══ MATERIAL FOR THE TASK ══

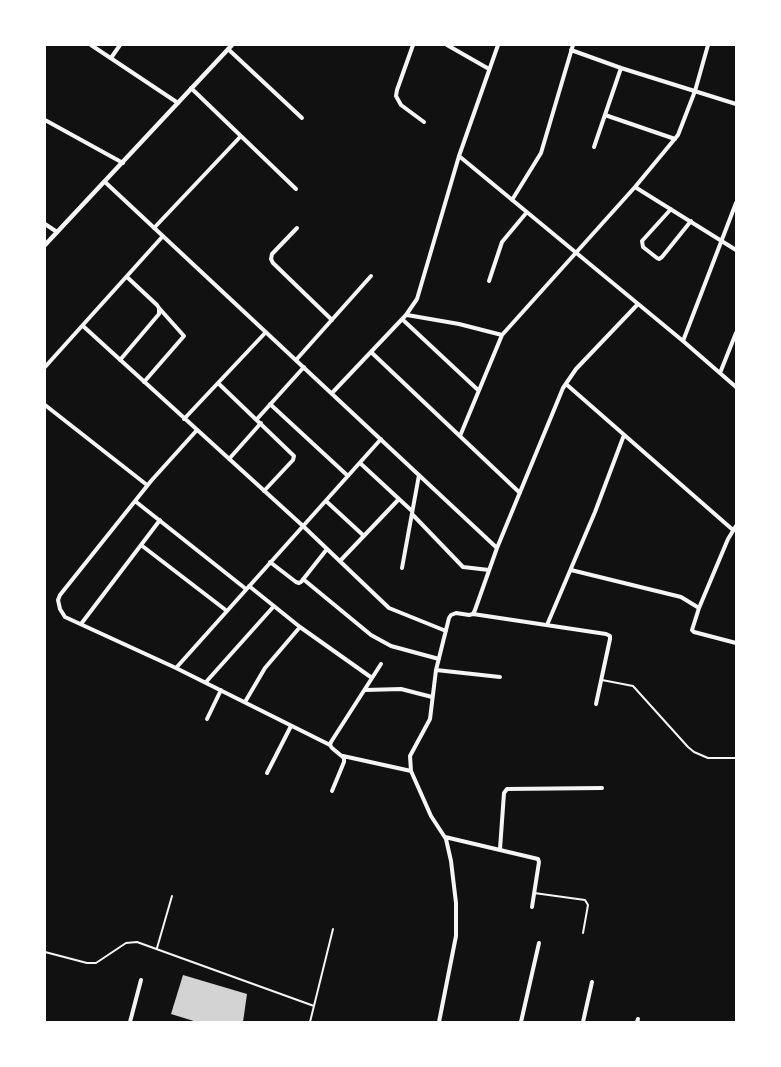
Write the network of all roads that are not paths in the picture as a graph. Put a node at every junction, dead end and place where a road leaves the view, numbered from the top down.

═══
══ MATERIAL FOR THE TASK ══

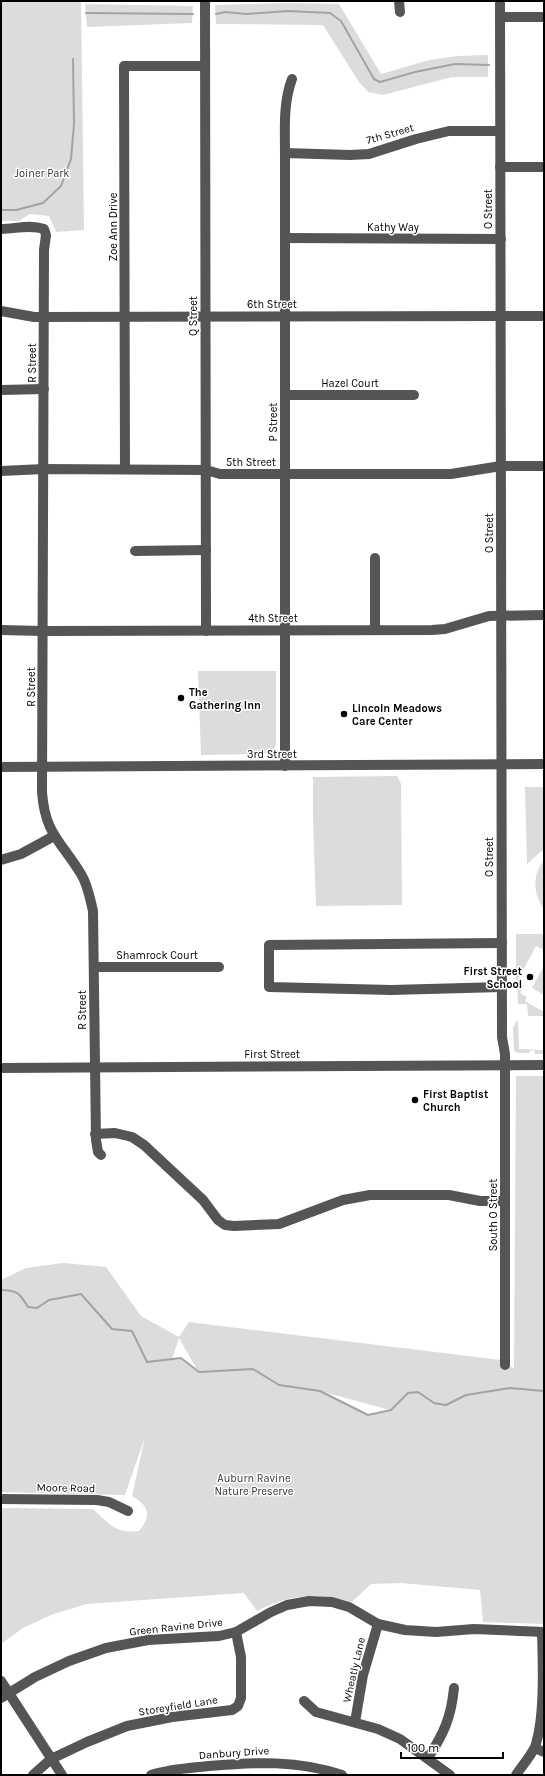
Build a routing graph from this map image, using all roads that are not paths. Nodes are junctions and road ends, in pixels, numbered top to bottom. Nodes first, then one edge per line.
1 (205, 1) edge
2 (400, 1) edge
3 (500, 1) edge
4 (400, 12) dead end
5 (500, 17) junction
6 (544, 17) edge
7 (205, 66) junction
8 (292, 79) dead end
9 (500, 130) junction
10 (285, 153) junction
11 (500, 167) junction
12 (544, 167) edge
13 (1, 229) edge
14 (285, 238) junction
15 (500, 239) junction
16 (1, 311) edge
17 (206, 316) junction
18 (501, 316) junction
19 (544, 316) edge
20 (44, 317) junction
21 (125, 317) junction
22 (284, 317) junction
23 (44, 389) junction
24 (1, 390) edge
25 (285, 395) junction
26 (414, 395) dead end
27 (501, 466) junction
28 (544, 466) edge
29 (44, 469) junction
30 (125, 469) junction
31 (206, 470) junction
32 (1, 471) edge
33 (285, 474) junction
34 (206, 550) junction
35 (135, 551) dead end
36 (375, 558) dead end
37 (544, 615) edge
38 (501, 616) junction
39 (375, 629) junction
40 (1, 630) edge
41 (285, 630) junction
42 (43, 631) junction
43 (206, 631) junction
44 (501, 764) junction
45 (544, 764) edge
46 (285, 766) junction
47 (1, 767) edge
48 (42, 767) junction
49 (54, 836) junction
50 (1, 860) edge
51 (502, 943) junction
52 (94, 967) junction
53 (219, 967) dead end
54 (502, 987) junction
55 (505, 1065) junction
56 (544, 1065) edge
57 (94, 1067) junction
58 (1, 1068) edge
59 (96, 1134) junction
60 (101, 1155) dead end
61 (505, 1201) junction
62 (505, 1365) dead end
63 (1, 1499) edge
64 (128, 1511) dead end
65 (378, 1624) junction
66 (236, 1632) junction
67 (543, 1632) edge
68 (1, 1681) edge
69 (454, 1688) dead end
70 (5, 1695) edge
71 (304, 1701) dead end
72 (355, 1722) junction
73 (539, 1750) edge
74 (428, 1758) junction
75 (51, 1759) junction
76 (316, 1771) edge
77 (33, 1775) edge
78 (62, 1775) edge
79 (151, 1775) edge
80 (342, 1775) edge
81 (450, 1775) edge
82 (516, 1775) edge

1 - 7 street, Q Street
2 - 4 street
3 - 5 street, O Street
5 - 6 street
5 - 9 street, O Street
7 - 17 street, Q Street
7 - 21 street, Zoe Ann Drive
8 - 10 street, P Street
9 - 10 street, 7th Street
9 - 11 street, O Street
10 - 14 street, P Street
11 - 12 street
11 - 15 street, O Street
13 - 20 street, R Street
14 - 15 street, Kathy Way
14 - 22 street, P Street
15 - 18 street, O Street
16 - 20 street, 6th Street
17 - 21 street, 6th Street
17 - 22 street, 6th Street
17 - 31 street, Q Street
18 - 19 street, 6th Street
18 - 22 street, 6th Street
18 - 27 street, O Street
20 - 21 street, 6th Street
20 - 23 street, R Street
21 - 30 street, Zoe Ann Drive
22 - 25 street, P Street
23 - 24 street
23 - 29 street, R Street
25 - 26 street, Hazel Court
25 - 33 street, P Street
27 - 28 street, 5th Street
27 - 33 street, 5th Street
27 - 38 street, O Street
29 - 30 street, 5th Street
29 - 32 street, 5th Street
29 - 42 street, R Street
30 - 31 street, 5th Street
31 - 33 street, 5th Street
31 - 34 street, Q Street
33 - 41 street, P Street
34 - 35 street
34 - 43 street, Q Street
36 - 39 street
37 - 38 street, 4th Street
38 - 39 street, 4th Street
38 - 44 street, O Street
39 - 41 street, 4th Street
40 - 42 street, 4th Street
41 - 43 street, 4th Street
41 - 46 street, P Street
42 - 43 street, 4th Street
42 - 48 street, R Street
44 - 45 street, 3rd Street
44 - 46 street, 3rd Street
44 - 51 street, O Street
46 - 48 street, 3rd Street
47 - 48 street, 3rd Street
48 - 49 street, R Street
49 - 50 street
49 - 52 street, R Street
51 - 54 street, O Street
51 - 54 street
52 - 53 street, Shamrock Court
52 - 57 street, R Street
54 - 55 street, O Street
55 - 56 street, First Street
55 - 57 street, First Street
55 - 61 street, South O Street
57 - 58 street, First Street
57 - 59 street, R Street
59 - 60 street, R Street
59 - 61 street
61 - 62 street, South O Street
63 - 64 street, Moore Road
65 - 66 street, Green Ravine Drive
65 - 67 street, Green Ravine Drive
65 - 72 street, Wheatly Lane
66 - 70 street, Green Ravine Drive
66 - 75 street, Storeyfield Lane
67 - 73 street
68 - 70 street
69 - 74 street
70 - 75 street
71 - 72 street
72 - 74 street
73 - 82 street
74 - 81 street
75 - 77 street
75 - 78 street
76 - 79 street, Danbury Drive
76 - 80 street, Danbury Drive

═══
══ MATERIAL FOR THE TASK ══

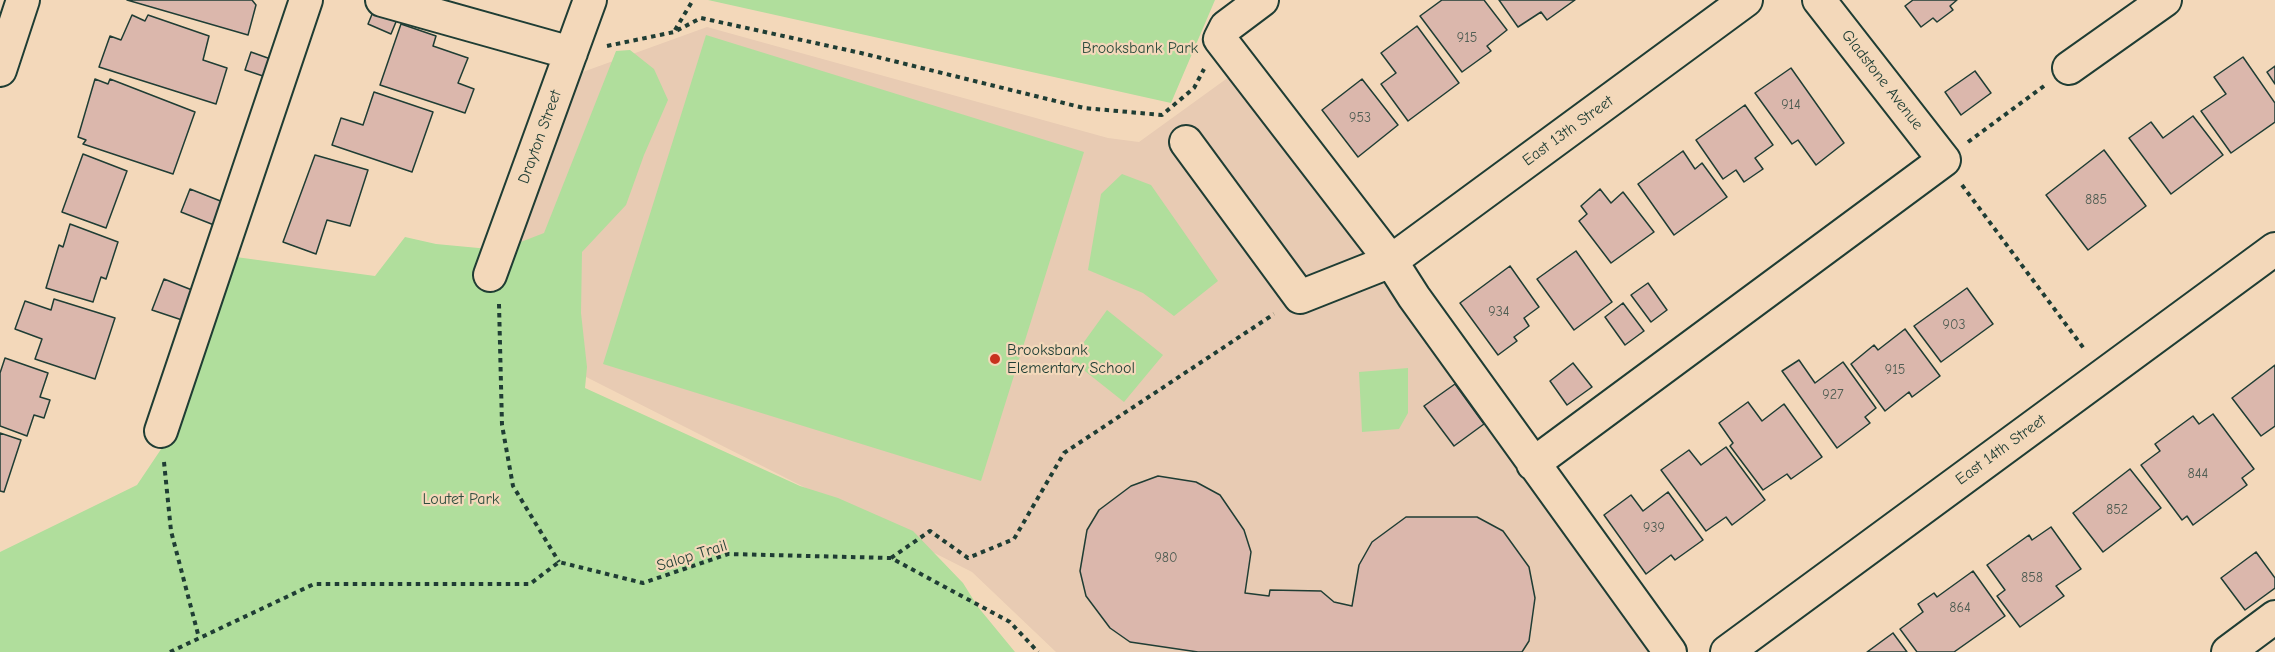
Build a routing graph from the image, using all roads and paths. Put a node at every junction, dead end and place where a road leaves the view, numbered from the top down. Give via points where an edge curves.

═══

● **WORK ORDER**
Please return each line of the listing above that contains "where".

● **RESULT**
Write the network of all roads that are not paths in the picture as a graph. Put a node at every junction, dead end and place where a road leaves the view, numbered from the top down.
Build a routing graph from the image, using all roads and paths. Put a node at every junction, dead end and place where a road leaves the view, numbered from the top down. Give via points where an edge curves.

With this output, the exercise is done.